### Instructions for the task:
The answer must be one number: the count of lines in the data below that include "Çevre".

(Stored items)
──────
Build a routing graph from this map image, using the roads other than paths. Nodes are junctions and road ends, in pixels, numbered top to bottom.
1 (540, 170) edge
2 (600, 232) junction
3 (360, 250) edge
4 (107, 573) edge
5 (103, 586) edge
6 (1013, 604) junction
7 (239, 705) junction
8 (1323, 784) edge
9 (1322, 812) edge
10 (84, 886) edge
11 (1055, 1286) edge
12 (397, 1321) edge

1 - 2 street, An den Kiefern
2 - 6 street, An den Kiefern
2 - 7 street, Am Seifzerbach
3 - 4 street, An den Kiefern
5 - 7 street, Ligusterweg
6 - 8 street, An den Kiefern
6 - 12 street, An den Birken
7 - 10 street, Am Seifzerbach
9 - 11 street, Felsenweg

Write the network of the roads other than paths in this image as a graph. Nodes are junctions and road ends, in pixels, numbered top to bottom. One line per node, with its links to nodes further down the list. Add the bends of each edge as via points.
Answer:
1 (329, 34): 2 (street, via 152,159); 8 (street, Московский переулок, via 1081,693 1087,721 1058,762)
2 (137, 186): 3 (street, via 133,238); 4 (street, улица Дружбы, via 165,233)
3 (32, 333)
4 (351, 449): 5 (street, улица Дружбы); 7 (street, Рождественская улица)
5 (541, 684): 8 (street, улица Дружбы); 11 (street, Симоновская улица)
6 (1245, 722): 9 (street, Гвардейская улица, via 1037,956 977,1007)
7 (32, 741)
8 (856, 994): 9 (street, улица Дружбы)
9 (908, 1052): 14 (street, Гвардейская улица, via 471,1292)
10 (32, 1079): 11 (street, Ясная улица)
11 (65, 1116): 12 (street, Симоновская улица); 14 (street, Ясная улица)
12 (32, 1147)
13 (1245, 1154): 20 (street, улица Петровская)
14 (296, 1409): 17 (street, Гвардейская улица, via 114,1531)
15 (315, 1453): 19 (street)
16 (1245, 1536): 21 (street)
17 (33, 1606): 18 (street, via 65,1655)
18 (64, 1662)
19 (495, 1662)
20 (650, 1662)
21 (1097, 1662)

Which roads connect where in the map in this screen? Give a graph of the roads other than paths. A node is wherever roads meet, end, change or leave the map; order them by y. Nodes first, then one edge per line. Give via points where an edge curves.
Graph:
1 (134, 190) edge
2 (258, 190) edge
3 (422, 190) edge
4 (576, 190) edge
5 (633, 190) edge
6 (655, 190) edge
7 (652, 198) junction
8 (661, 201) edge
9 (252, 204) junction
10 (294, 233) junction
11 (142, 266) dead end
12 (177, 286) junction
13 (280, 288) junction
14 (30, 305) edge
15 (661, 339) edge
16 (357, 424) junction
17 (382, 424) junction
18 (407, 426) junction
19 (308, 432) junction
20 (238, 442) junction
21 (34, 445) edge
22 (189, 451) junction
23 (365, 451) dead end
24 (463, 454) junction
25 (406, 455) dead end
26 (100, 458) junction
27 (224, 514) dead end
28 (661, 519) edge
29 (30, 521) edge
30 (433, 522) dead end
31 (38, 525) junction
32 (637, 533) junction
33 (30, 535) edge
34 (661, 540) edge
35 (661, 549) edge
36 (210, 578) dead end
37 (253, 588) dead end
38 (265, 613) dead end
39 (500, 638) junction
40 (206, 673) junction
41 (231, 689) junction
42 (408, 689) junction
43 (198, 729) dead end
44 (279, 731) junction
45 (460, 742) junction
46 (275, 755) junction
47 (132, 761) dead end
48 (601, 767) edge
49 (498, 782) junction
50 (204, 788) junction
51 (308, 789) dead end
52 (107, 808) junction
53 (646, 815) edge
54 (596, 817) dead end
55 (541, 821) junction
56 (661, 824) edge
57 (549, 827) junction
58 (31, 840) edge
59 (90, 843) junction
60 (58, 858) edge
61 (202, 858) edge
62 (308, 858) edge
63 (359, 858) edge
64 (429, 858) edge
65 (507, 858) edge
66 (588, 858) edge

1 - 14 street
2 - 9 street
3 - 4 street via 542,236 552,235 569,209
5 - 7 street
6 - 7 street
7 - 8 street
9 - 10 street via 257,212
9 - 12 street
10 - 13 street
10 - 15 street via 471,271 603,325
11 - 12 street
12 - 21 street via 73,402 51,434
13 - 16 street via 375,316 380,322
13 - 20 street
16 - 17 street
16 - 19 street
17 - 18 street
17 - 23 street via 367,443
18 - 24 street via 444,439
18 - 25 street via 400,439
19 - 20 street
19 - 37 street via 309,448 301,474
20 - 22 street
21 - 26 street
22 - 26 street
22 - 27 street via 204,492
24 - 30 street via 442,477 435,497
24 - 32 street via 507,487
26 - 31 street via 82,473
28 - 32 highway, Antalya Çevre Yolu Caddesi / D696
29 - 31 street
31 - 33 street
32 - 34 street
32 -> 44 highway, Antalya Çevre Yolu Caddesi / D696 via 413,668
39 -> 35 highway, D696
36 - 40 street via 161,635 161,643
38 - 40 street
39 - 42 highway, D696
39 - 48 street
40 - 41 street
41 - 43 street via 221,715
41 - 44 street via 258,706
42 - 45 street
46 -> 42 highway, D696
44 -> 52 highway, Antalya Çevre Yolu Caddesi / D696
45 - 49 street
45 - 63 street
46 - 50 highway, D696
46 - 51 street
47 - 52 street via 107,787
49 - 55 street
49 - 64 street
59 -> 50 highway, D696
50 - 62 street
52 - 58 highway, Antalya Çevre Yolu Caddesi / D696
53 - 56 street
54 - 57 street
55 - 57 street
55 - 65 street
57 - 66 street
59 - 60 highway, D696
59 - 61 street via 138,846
──────
### Exercise solution:
4